*** Begin section ***

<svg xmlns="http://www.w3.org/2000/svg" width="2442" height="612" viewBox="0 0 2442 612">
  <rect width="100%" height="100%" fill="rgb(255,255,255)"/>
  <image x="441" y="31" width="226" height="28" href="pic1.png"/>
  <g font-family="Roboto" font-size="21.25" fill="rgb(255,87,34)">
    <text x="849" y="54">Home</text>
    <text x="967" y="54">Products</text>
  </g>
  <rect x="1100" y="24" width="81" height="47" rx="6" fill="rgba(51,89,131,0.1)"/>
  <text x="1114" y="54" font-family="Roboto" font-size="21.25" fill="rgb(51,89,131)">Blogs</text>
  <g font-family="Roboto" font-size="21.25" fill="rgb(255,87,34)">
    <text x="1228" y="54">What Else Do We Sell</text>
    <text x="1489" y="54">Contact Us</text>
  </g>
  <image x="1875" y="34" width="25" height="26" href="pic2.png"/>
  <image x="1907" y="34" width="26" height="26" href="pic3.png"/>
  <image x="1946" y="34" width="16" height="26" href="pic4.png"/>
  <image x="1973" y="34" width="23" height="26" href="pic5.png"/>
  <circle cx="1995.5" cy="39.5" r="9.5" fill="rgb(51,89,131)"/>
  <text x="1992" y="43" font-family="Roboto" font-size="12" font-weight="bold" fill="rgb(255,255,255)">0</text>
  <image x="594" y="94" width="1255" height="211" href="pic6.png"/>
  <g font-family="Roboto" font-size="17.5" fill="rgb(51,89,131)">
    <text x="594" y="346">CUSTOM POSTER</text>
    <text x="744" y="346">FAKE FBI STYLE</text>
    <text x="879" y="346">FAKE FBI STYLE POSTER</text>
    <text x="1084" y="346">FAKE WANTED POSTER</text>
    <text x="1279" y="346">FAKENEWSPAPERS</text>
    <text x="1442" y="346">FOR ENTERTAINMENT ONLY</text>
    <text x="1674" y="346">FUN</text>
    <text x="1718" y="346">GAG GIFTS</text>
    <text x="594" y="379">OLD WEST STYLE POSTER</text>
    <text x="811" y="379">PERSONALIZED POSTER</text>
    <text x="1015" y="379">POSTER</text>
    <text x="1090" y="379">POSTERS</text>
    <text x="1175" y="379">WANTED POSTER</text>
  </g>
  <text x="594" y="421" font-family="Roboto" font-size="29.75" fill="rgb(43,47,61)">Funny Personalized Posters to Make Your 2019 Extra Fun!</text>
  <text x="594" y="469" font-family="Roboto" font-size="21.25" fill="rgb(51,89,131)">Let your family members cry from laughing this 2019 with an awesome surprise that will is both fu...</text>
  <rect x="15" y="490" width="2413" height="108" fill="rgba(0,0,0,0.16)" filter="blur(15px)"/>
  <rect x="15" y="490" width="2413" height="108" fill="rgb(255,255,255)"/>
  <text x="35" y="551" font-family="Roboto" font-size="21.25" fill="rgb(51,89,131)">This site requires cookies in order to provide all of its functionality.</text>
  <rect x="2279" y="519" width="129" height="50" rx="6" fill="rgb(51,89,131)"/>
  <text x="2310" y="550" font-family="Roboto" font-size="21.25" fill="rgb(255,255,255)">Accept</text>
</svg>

*** End section ***

**TASK DIRECTIONS**
Tell how many lines above contain the word "family". Nothing but the number is needed.

**EXERCISE RESPONSE**
9